If a line in the material below has the word "Gunnar", copy it.
[[ EXERCISE DATA, beginning ]]
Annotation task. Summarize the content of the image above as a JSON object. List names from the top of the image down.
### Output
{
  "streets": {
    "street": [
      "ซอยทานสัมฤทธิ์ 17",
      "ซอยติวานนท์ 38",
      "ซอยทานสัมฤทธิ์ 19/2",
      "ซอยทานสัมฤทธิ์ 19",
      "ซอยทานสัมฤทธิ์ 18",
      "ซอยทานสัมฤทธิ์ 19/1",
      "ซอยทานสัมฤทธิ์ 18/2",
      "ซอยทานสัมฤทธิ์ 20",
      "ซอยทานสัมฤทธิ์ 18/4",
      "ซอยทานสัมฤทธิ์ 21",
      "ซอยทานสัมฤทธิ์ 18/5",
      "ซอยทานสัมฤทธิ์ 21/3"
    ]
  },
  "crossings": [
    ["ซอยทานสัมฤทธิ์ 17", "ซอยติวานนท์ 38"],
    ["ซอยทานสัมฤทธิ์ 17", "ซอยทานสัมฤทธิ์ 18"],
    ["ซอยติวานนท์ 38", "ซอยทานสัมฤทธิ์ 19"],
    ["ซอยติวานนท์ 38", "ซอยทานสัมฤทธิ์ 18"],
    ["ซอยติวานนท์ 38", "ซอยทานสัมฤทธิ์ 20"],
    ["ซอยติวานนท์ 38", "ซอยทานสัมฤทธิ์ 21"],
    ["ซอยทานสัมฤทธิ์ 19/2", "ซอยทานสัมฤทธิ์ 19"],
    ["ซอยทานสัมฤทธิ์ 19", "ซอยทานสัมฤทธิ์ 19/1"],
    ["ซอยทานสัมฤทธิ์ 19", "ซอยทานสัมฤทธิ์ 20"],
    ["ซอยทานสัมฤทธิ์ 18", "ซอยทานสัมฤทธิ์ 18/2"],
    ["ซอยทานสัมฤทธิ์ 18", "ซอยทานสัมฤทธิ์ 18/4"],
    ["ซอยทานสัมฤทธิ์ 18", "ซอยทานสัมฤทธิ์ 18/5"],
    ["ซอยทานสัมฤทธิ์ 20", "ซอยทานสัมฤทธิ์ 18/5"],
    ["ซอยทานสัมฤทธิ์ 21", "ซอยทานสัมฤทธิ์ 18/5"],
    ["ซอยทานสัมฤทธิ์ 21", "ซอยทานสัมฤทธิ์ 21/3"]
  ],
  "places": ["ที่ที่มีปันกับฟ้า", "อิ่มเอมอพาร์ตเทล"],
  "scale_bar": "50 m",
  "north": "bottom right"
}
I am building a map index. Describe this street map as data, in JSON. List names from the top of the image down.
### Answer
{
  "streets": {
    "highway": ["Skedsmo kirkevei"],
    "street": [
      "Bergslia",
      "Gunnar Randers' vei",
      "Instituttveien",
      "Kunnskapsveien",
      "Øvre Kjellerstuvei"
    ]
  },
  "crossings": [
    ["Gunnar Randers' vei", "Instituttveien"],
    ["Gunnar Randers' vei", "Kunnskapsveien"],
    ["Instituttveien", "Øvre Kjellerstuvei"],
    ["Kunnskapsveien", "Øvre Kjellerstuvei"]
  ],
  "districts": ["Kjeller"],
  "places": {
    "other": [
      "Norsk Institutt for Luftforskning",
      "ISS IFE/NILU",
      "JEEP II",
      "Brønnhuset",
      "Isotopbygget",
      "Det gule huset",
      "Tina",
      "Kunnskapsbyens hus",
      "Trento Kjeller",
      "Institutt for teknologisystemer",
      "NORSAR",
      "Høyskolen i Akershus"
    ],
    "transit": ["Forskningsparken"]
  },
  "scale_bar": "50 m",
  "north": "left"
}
[[ EXERCISE DATA, end ]]
• _WRITTEN ANSWER_:
      "Gunnar Randers' vei",
    ["Gunnar Randers' vei", "Instituttveien"],
    ["Gunnar Randers' vei", "Kunnskapsveien"],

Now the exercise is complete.